The Aesthetics of Discrimination: Street Vendors and Public Spaces
A few weeks ago, a number of street vendors were illegally evicted by the Bangalore Water Supply and Sewage Board following a complaint by a local resident (who also happened to be a Member of the Ruling Party). The complaint was based on the notion that street vendors were an unsightly addition to the road on which they were selling their wares. Despite the presence of a full-fledged Act which seeks to protect the rights of street vendors across the country (the Street Vendors (Protection of Livelihood and Regulation of Street Vending) Act, 2014), this eviction was carried out in a solid display of antipathy towards the vendors and corruption by government officials. However, what stood out most strongly to me was the aversion that people seemed to have towards the street vendors for daring to practise their profession on a public street. This attitude is characterised by referring to them as a “nuisance” or a “menace”, whose means of sustenance is not worth sharing a public space with. Objections regarding the quality of what they sell or that they cause traffic disturbances often come second to this primary concern that street vendors are “dirtying the streets” with their public displays.
While there is a law (albeit poorly implemented) that attempts to protect street vendors from harassment, the idea that specific groups of people are not worthy of appearing or being visible in a public space is not a new one. India has a long and unfortunate history of associating impoverishment with unworthiness. From the Bombay Prevention of Beggary Act, 1959, which criminalises anyone who is “likely” to be soliciting for alms to the Immoral Traffic (Prevention) Act, 1956, which penalises sex work in public places, there have been multiple laws and policies which have sought to victimise individuals and groups which are already vulnerable. This brand of legislation has been used by law enforcement to repeatedly harass and humiliate vulnerable groups, worsening their situations.
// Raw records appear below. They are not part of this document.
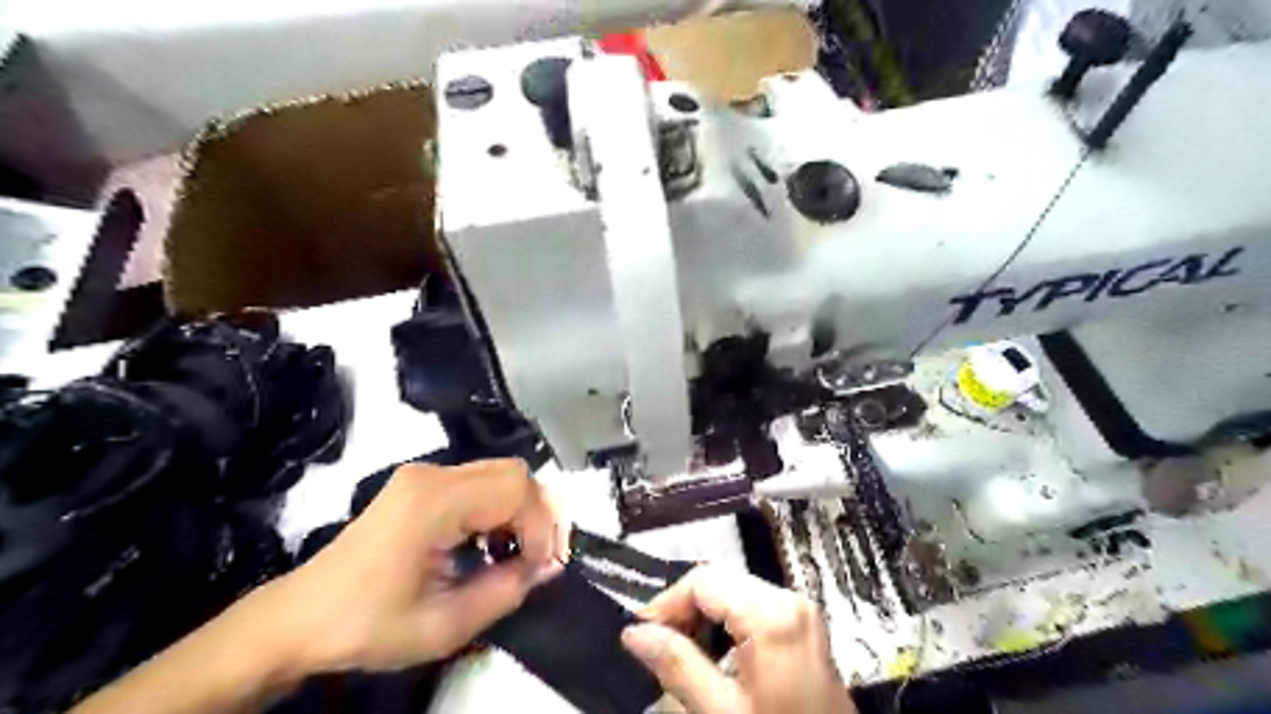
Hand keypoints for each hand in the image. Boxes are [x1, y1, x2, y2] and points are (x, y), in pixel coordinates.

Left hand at [253, 461, 565, 671]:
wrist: (301, 618)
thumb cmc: (367, 626)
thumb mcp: (444, 626)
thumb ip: (506, 591)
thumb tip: (549, 566)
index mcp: (432, 503)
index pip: (516, 489)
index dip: (540, 527)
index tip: (538, 568)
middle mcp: (432, 475)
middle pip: (514, 472)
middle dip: (537, 515)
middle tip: (537, 558)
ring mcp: (425, 474)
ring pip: (501, 474)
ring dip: (520, 511)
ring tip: (515, 554)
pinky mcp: (421, 483)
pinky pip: (480, 483)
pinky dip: (499, 509)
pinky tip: (490, 543)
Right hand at [618, 568, 852, 713]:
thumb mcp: (720, 711)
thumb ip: (676, 665)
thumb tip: (635, 633)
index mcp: (772, 615)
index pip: (703, 580)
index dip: (666, 602)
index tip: (640, 632)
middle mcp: (791, 601)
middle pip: (720, 581)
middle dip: (683, 609)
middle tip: (657, 646)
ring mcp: (801, 612)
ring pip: (734, 592)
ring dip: (703, 617)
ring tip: (681, 654)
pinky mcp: (804, 627)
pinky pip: (754, 607)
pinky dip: (726, 624)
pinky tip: (713, 656)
In the context of street vendors, exclusion and “otherness” is underscored by a misplaced notion of who the owners of a street or a public space are. Does a public road belong to the wealthy, middle-to-upper class elite whose workspaces and residences smack of “civility” and order or is the street vendor, an individual whose workspace seems to represent disorder and chaos on an “otherwise developed and progressive street” also entitled to exist on it? It is amply clear that the dislike towards street vendors in public spaces stems from a dislike for anything that appears to be antithetical to the idea of a “clean” and “developed” society. The presence of street vendors on public roads is perceived to set India back by a few developmental decades and represent a more chaotic and less ordered version of what citizens and the government would like India to be conceptualised as. The basis for this attitude seems to be firmly rooted in preserving the so-called aesthetics of a public space, which essentially entails a removal of elements which do not conform to the ideal person who, in public opinion, is entitled to use these spaces.
In the current and popular mind set, it is, therefore, simpler to evict street vendors for being impoverished and trying to earn a livelihood, than to adhere to policies which really protect and them. This is evidenced by how local government authorities and bodies choose not to form Town Vending Committees under the Act, which will conduct surveys and allocate vending zones as well as licenses to street vendors. However, at the same time, these bodies are extremely proactive in implementing only those provisions which prohibit street vending in particular areas. These actions not only infringe upon the street vendors’ right to livelihood and to work, protected by constitutional law, but also reveal a sinister hostility towards other humans.
This systemic and structural aversion towards anything that is perceived to be uncivilised, unclean or beneath a developed society is dangerous as it forms the basis for widespread and vigorous oppression, which has already been witnessed. In a country where an overwhelming number of people live in dire impoverishment, caused by circumstance coupled with governmental inefficiencies, there is a specific need to focus on the attitude that social issues are approached with. The passing of a law to protect street vendors does not translate to automatic immunity from harassment unless it is accompanied by a concrete understanding of the fact that street vendors are not irritants by virtue of existing on a street and are equally entitled to it.
Written by: Jessamine Mathew
Jessamine joined ALF as an intern for the summer of 2015. Her work has focused on net neutrality, rights of street vendors, the constitutionality of defamation among a variety of other human rights issues. Jessamine is currently a third year student at the National University of Juridical Sciences.